Bronstein S M, Skopek T R, Swenberg J A
Department of Pathology, Duke University, Durham, North Carolina 27710.
Cancer Res. 1992 Apr 1;52(7):2008-11.
The formation and persistence of O6-ethylguanine, O4-ethylthymine, and O2-ethylthymine were quantitated in the genomic DNA of human lymphoblasts exposed to 1.0 mM N-ethyl-N-nitrosourea using immunoslot-blot. The three cell lines used included one which lacks O6-alkylguanine-DNA alkyltransferase, one deficient in nucleotide excision repair, and a third which is competent in both of these repair pathways. The activity of O6-alkylguanine-DNA alkyltransferase was further modulated with O6-benzylguanine, a specific inhibitor of this protein. Repair of the O-ethylated thymines was slow and not related to either DNA repair phenotype. O6-Ethylguanine was repaired with a half-life of about 8 h in cells which expressed both O6-alkylguanine-DNA alkyltransferase and nucleotide excision repair functions. Cells expressing O6-alkylguanine-DNA alkyltransferase activity but lacking nucleotide excision repair showed only slow repair of O6-ethylguanine (half-life of O6-ethylguanine, 43 h), while cells lacking the alkyltransferase showed little or no repair of O6-ethylguanine regardless of nucleotide excision repair activity (half-lives of O6-ethylguanine, 53 to greater than 100 h). We conclude that O6-alkylguanine-DNA alkyltransferase and nucleotide excision repair cooperate in the repair of O6-ethylguanine in human cells.

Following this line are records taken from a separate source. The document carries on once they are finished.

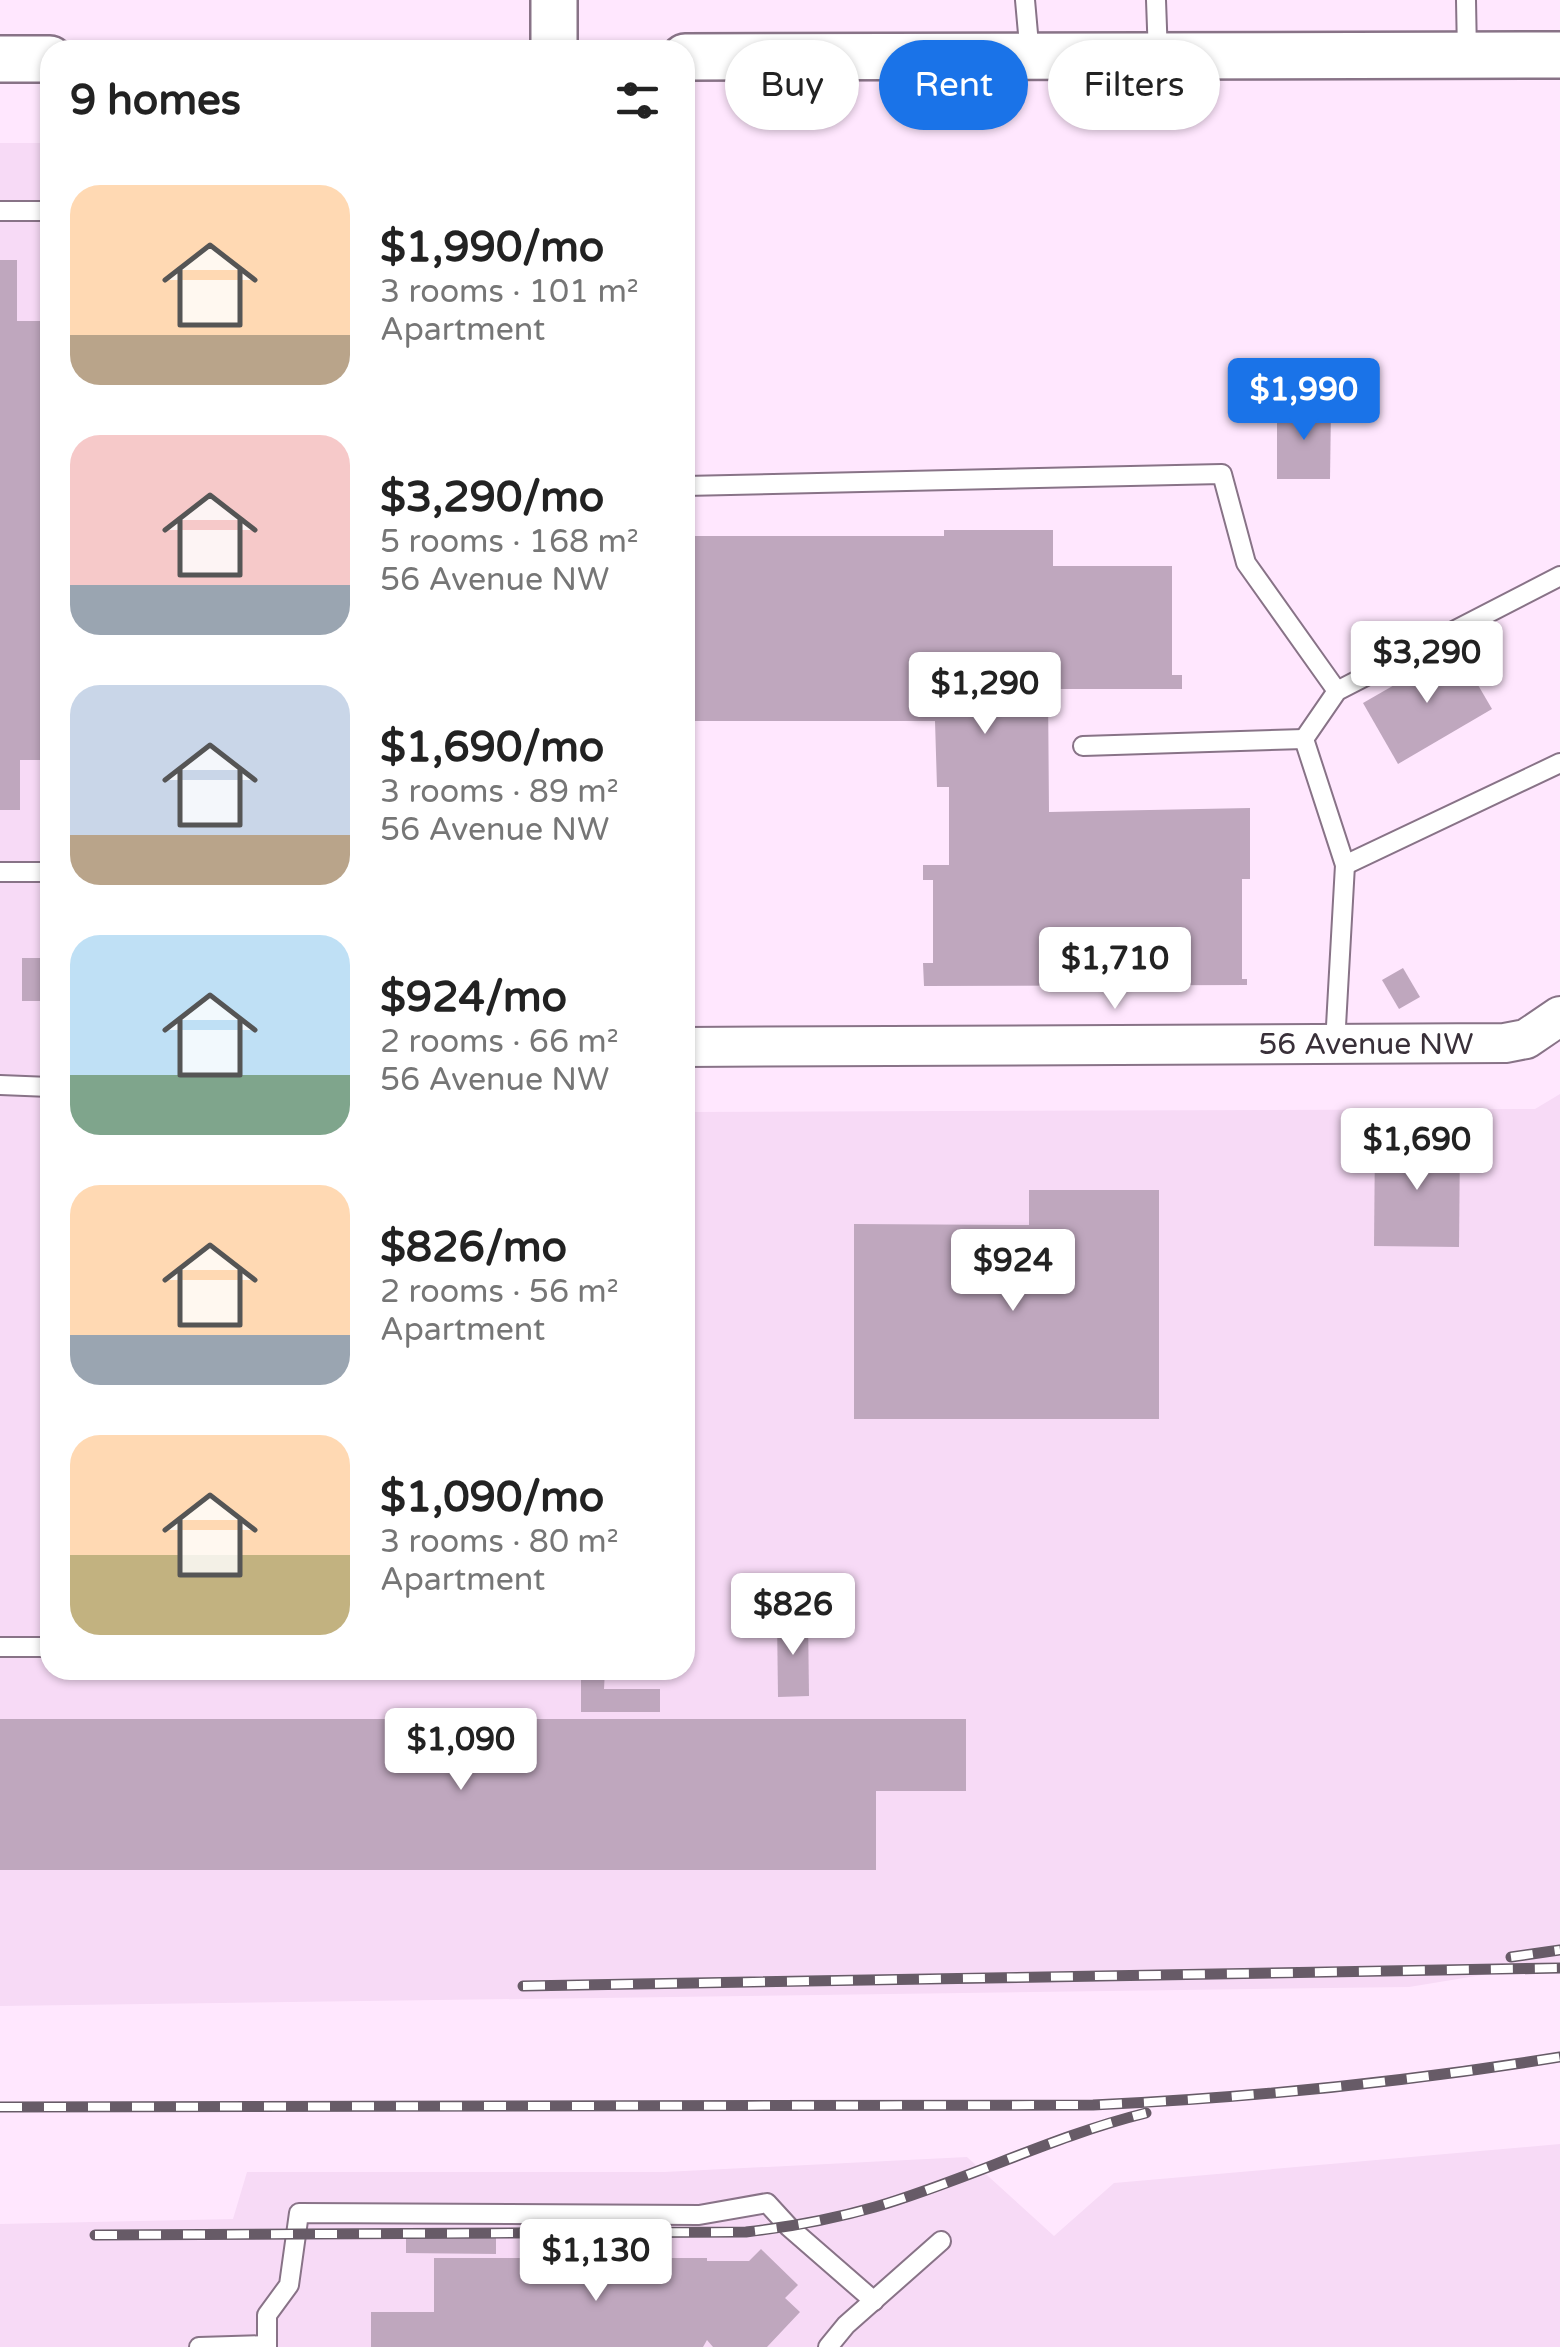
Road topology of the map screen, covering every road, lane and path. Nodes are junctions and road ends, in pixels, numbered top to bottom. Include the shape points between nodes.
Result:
1 (554, 0) edge
2 (1025, 0) edge
3 (1156, 0) edge
4 (1466, 0) edge
5 (554, 40) edge
6 (1157, 40) edge
7 (1560, 55) edge
8 (1220, 56) edge
9 (1467, 56) junction
10 (1030, 57) junction
11 (1048, 57) edge
12 (695, 58) edge
13 (0, 59) edge
14 (40, 59) edge
15 (0, 211) edge
16 (40, 211) edge
17 (695, 486) edge
18 (1560, 576) edge
19 (1336, 691) junction
20 (1304, 739) junction
21 (1083, 746) dead end
22 (1560, 763) edge
23 (1344, 866) junction
24 (0, 872) edge
25 (40, 872) edge
26 (1560, 1016) edge
27 (1335, 1044) junction
28 (695, 1047) edge
29 (0, 1085) edge
30 (40, 1087) edge
31 (0, 1647) edge
32 (40, 1647) edge
33 (941, 2241) dead end
34 (874, 2300) junction
35 (267, 2346) edge
36 (199, 2347) edge
37 (828, 2347) edge

1 - 5 street
2 - 10 lane
3 - 6 lane
4 - 9 lane
7 - 9 street
8 - 9 street
10 - 11 street
10 - 12 street
13 - 14 street
15 - 16 lane
17 - 19 lane via 1222,474 1246,563
18 - 19 lane
19 - 20 lane
20 - 21 lane
20 - 23 lane
22 - 23 lane
23 - 27 lane
24 - 25 lane
26 - 27 street, 56 Avenue NW via 1526,1039 1505,1043
27 - 28 street, 56 Avenue NW
29 - 30 lane
31 - 32 lane
33 - 34 lane
34 - 35 lane via 767,2202 699,2216 299,2214 289,2284 266,2315
34 - 37 lane
35 - 36 lane

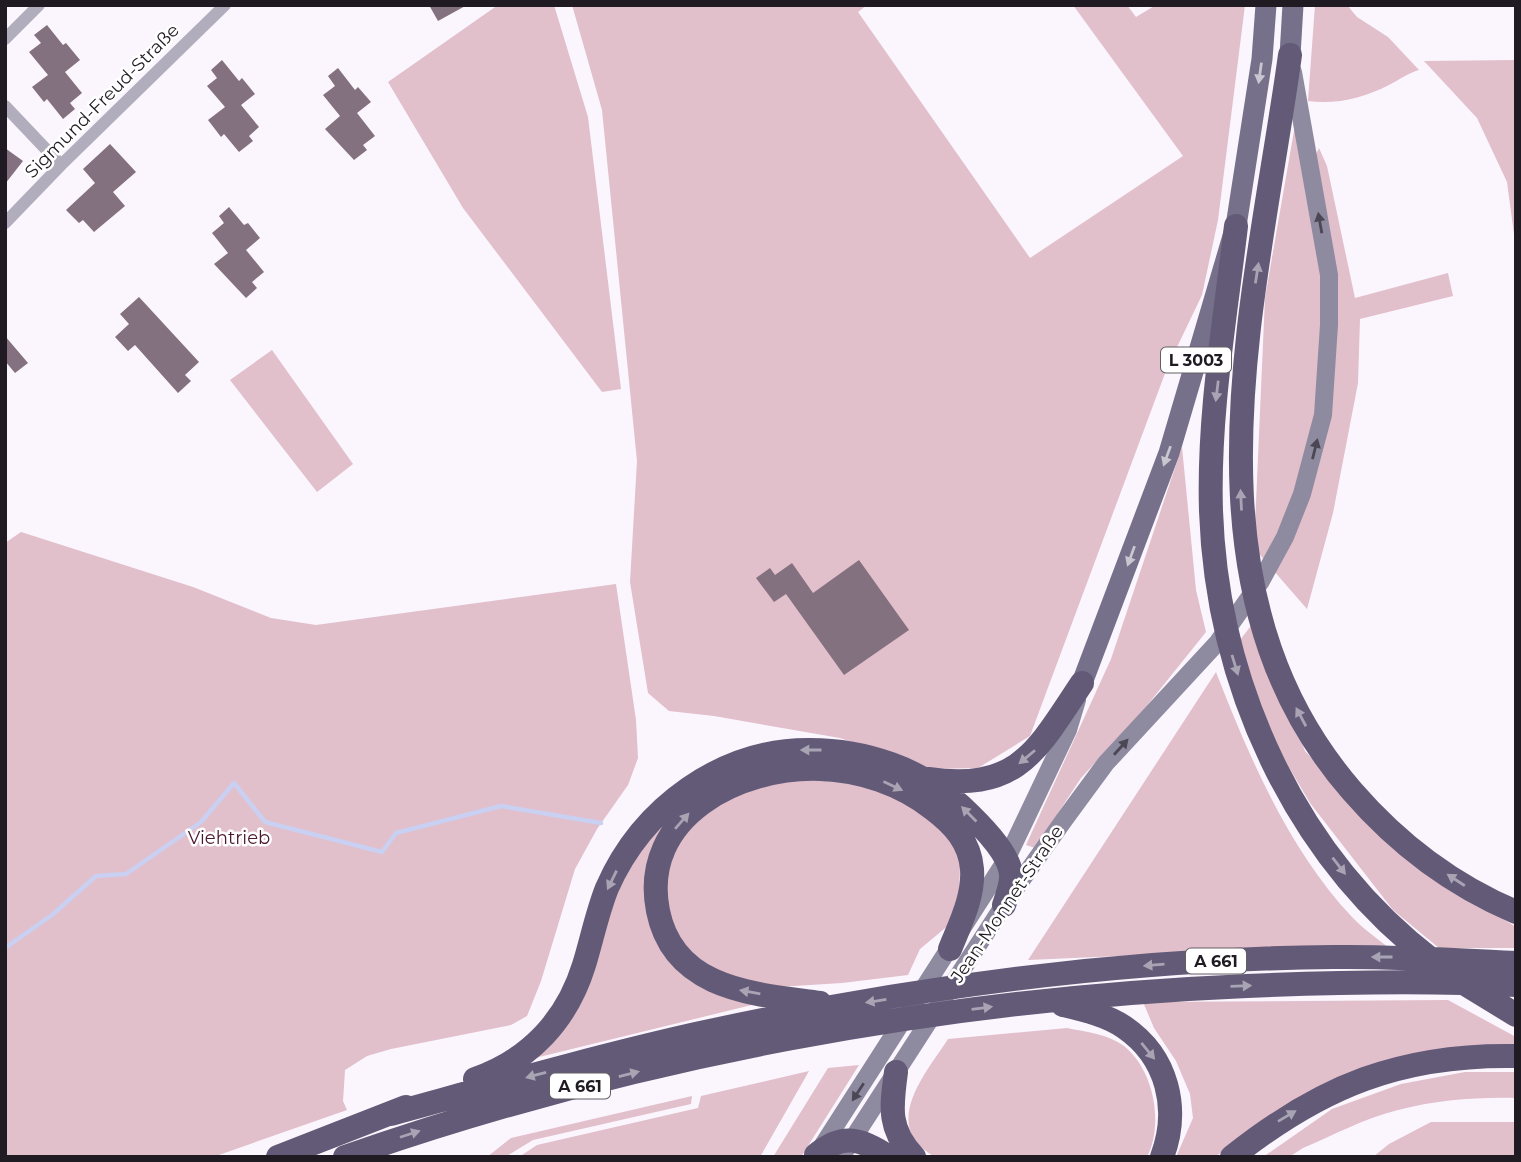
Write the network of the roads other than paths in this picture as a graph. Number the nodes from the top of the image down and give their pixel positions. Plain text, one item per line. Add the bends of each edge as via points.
1 (39, 5) edge
2 (225, 5) edge
3 (1266, 5) edge
4 (1293, 5) edge
5 (5, 39) edge
6 (1290, 55) junction
7 (5, 106) edge
8 (61, 165) junction
9 (5, 223) edge
10 (1236, 226) junction
11 (1082, 683) junction
12 (923, 779) junction
13 (1006, 860) junction
14 (1004, 905) junction
15 (1516, 912) edge
16 (950, 949) junction
17 (1516, 963) edge
18 (1516, 985) edge
19 (1045, 1000) junction
20 (841, 1006) junction
21 (1516, 1014) edge
22 (1516, 1056) edge
23 (893, 1063) junction
24 (391, 1114) junction
25 (836, 1148) edge
26 (278, 1157) edge
27 (345, 1157) edge
28 (889, 1157) edge
29 (914, 1157) edge
30 (1162, 1157) edge
31 (1232, 1157) edge

1 - 5 street
2 - 8 street, Sigmund-Freud-Straße
3 -> 10 main road, L 3003
4 - 6 main road, L 3003
14 -> 6 main road, Jean-Monnet-Straße / L 3003 via 1106,763 1218,642 1255,590 1285,537 1302,494 1323,415 1329,275
15 -> 6 highway via 1457,882 1415,852 1343,780 1311,735 1286,687 1252,590 1241,494 1242,395
7 - 8 street
8 - 9 street, Sigmund-Freud-Straße
10 -> 11 main road, L 3003 via 1169,453
10 -> 21 highway via 1214,414 1213,554 1221,608 1246,700 1304,819 1362,894 1421,951 1467,986
11 -> 12 highway via 1040,746 1009,771 978,782
11 - 13 main road, L 3003 via 1069,730
13 -> 12 highway via 971,815
12 -> 24 highway via 851,753 793,750 747,759 691,786 649,823 623,858 602,902 574,993 550,1031 523,1056 492,1073
13 - 14 highway via 1011,874
13 - 16 main road, L 3003
14 - 23 main road, Jean-Monnet-Straße / L 3003
20 -> 16 highway via 724,986 700,974 674,948 658,911 657,875 664,847 695,807 743,781 807,769 868,776 912,795 956,828 972,866 966,910
16 - 23 main road, Jean-Monnet-Straße / L 3003
17 -> 20 highway, A 661 via 1347,957 1182,962
19 -> 18 highway, A 661 via 1276,984
27 -> 19 highway, A 661 via 468,1116 700,1057 864,1026
19 -> 30 highway via 1108,1019 1136,1037 1152,1055 1165,1079 1171,1106
20 -> 24 highway, A 661 via 695,1034
31 -> 22 highway via 1281,1120 1359,1079 1446,1059
23 - 25 main road, Jean-Monnet-Straße / L 3003
23 - 29 highway via 894,1126
24 - 26 highway, A 661
25 - 28 highway via 870,1145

使用免疫斑点印迹法对暴露于1.0 mM N-乙基-N-亚硝基脲的人淋巴母细胞基因组DNA中O6-乙基鸟嘌呤、O4-乙基胸腺嘧啶和O2-乙基胸腺嘧啶的形成和持久性进行了定量分析。所使用的三种细胞系包括一种缺乏O6-烷基鸟嘌呤-DNA烷基转移酶的细胞系、一种核苷酸切除修复缺陷的细胞系以及第三种在这两种修复途径中均有功能的细胞系。用该蛋白的特异性抑制剂O6-苄基鸟嘌呤进一步调节O6-烷基鸟嘌呤-DNA烷基转移酶的活性。O-乙基化胸腺嘧啶的修复缓慢,且与任何一种DNA修复表型均无关。在同时表达O6-烷基鸟嘌呤-DNA烷基转移酶和核苷酸切除修复功能的细胞中,O6-乙基鸟嘌呤以约8小时的半衰期进行修复。表达O6-烷基鸟嘌呤-DNA烷基转移酶活性但缺乏核苷酸切除修复的细胞中,O6-乙基鸟嘌呤仅缓慢修复(O6-乙基鸟嘌呤的半衰期为43小时),而缺乏烷基转移酶的细胞,无论核苷酸切除修复活性如何,O6-乙基鸟嘌呤几乎没有修复或完全没有修复(O6-乙基鸟嘌呤的半衰期为53至大于100小时)。我们得出结论,O6-烷基鸟嘌呤-DNA烷基转移酶和核苷酸切除修复在人类细胞中O6-乙基鸟嘌呤的修复过程中协同作用。